Update README.md

09b7e57 verified about 4 hours ago

9.29 kB

	---
	license: mit
	language:
	- en
	tags:
	- audio2face
	- Transformers
	- seq2seq
	- UnrealEngine
	- LiveLink
	- FeatureMapping
	- PyTorch
	- AudioToFace
	---

	# NeuroSync Open Source Audio2Face Blendshape Transformer Model

	## Info Sheet
	- [Download the info sheet here](https://drive.google.com/file/d/1U9pvs_FY1L-cnSkWvnkbSPe0VVa8PZ8b/view?usp=drive_link)

	---

	### 27/02/2025 64 Frame Fintune Added

	An ever so slightly less accurate 64 frame finetune has been added, for those that want to setup streaming.

	Ensure you set the frame size in the config if you use this model.pth.

	Further research is being done to reduce the frame size more while keeping accuracy and smoothness.

	### 24/02/2025 model update

	75 epochs added from the open source dataset - this represents the most a 90 minute dataset from an iPhone can be trained.

	To increase fidelty, increase the variance of actor, sex and pitch of the data (get the open source dataset of 1 man and 1 woman as a starter).
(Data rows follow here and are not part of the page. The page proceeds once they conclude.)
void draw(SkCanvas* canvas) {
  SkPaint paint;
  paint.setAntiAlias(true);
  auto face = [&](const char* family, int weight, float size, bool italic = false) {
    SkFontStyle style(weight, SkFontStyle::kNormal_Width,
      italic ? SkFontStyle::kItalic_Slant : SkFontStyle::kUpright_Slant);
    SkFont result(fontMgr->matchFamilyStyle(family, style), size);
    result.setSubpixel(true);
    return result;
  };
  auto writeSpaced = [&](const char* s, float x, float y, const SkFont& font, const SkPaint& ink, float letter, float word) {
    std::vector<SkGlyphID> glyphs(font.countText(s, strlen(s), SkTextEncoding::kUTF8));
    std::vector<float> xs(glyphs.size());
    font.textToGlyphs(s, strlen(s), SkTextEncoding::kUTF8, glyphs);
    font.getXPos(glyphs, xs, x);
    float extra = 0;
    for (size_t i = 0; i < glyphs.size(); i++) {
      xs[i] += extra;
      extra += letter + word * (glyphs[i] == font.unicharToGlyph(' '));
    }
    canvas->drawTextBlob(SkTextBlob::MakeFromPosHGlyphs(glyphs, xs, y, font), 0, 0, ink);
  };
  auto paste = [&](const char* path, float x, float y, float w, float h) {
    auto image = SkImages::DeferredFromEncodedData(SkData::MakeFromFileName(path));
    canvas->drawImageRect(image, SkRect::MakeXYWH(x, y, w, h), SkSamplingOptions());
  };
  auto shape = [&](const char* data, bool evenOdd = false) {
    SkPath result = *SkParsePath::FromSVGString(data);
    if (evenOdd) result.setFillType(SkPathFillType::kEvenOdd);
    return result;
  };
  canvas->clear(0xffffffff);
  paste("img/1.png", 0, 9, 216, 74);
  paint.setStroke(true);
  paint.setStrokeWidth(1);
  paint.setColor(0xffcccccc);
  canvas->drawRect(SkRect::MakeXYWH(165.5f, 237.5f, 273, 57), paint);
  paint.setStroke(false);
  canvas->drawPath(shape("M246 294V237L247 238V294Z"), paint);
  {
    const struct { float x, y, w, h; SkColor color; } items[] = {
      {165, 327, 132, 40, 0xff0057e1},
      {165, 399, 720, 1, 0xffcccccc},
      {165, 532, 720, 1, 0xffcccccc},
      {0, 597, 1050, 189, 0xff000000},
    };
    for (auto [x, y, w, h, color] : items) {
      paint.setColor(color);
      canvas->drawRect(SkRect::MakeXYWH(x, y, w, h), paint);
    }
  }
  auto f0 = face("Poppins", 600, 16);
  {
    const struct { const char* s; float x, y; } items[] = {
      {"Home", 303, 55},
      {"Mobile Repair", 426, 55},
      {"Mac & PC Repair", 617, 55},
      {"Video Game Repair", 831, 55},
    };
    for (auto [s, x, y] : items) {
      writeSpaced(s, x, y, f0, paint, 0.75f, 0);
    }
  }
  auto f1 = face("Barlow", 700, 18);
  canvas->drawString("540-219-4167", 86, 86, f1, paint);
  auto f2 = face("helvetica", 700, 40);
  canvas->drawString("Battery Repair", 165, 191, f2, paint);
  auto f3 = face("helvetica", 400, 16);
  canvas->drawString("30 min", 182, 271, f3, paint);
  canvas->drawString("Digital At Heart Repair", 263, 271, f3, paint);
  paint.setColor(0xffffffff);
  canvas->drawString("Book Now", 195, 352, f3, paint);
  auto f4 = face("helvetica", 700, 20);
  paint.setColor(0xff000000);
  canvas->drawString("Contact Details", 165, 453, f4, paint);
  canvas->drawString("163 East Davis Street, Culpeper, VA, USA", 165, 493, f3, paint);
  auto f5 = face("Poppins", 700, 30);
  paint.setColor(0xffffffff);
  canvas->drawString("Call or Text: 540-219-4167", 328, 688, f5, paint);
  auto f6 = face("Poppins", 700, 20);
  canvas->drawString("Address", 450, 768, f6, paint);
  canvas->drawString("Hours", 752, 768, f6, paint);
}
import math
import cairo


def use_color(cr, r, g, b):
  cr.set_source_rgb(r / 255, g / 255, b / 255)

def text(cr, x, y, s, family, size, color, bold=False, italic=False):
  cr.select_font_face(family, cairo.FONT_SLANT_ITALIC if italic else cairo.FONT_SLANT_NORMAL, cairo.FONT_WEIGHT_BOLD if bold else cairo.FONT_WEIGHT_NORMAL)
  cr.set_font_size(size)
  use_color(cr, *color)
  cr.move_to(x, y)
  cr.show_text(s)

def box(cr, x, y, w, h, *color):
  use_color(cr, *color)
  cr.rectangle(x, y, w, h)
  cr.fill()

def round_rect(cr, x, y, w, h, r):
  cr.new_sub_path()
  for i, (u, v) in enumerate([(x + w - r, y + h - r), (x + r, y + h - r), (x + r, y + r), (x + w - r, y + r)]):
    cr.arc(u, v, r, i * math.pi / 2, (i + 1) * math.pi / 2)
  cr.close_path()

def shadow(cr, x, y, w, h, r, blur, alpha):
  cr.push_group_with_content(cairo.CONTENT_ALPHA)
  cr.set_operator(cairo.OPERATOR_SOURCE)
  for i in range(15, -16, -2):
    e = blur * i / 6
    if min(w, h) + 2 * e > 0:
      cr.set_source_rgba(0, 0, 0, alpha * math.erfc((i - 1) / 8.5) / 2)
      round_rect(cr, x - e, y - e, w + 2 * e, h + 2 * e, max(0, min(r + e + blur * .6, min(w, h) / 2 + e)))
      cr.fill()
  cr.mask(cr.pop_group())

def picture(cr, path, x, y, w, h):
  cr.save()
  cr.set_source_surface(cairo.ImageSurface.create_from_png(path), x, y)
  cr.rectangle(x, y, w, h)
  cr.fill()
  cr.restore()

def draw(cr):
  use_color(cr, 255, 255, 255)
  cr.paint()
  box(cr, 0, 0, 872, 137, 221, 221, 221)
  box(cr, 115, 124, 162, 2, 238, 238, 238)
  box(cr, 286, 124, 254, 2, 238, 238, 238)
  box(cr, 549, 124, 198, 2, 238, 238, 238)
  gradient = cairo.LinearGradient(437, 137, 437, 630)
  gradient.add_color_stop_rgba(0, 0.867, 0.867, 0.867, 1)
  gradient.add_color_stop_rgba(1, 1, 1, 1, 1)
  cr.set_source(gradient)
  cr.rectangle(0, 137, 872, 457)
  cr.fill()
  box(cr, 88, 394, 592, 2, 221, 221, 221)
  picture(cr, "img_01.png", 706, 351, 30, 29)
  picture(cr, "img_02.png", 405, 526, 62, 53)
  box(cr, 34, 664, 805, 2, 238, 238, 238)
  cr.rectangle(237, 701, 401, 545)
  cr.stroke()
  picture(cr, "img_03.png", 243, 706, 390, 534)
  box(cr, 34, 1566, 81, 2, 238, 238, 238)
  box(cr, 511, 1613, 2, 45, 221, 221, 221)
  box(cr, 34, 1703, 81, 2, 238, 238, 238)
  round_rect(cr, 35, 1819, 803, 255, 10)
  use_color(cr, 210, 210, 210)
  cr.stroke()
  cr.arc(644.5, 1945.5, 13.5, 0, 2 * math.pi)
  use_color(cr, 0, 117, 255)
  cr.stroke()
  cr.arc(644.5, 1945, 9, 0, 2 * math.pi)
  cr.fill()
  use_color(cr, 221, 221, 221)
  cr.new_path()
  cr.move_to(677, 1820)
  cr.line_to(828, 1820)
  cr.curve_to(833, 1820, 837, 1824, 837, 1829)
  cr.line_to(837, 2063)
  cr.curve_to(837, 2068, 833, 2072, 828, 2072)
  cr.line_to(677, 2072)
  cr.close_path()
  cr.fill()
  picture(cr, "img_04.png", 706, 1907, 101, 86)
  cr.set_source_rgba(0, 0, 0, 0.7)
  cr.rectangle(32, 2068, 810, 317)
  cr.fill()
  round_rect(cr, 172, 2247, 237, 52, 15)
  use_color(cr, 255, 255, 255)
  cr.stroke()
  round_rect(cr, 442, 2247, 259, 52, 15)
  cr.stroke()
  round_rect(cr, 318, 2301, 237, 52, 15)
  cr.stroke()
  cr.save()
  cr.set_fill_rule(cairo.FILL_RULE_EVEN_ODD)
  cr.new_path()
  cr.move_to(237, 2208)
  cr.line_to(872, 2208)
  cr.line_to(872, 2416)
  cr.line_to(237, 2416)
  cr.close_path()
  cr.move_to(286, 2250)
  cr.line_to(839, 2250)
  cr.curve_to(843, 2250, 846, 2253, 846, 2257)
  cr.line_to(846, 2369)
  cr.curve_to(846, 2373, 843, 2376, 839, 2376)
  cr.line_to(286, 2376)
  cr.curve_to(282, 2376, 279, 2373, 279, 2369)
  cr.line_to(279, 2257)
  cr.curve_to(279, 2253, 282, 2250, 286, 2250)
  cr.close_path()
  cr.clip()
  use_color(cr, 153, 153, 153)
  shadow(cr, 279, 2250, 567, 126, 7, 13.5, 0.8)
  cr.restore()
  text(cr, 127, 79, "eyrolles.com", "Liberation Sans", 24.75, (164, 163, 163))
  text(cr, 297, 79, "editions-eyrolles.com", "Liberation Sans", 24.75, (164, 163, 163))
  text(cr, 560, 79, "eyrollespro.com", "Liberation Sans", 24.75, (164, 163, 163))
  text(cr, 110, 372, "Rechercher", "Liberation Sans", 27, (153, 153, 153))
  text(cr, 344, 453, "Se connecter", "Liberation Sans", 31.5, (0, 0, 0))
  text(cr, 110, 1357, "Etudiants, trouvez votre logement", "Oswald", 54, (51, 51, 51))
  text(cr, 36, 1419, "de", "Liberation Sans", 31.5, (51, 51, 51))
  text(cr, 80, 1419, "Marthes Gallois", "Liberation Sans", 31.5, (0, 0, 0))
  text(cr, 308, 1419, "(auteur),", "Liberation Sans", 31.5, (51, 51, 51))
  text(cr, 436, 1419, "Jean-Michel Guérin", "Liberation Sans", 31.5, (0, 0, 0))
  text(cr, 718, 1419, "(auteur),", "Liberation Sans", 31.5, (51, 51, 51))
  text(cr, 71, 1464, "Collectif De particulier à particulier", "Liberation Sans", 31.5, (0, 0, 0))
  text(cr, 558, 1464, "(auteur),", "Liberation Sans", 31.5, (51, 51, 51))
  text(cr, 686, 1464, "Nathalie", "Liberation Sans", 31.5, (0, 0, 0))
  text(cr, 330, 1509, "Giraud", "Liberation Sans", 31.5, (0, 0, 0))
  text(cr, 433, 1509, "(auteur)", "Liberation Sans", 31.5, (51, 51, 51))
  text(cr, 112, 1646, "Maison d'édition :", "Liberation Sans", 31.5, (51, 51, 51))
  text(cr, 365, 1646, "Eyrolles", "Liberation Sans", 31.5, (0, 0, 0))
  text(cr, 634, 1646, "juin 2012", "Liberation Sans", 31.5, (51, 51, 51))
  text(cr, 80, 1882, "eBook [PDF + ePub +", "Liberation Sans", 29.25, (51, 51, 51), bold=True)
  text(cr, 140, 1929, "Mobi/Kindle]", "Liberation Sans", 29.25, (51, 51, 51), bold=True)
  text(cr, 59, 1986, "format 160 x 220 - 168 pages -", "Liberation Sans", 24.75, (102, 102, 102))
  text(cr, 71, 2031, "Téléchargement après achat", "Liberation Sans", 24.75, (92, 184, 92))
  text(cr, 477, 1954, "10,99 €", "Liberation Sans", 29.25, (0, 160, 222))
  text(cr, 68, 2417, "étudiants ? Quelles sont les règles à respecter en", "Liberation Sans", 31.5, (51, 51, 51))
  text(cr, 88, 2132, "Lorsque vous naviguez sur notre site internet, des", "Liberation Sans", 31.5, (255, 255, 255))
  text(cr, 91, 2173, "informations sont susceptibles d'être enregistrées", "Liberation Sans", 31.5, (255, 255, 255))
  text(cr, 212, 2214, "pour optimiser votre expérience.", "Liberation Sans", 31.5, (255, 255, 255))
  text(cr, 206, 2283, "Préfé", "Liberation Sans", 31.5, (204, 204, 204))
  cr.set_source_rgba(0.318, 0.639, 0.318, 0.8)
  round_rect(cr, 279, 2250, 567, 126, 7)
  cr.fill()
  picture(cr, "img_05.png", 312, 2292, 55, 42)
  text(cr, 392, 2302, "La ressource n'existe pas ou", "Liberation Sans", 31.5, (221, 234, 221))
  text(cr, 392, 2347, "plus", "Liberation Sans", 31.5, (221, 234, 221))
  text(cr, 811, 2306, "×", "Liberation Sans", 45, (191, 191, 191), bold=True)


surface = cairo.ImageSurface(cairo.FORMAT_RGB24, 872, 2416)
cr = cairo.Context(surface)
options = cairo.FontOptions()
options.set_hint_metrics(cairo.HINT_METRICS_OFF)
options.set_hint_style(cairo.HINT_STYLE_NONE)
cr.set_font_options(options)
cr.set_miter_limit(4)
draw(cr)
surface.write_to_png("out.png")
	Other options include creating a higher dimension face dataset and amending the trainer to suit, the model is the same - we use ARKit and Livelink for its usability.

	Wink

	### 23/02/2025 model update

	Half precision inference added to local api, can disable in the config for full precision.

	![image/png](https://cdn-uploads.huggingface.co/production/uploads/64ad37822a530cbdee7ce10b/ZxO-InQZXsmAxRzDvft0z.png)

	## Latest Updates
	<!-- Newest items appear at the top -->

	### 21/02/2025 Scaling UP! \| New 228m parameter model + config added

	A milestone has been hit and previous research has got us to a point where scaling the model up is now possible with much faster training and better quality overall.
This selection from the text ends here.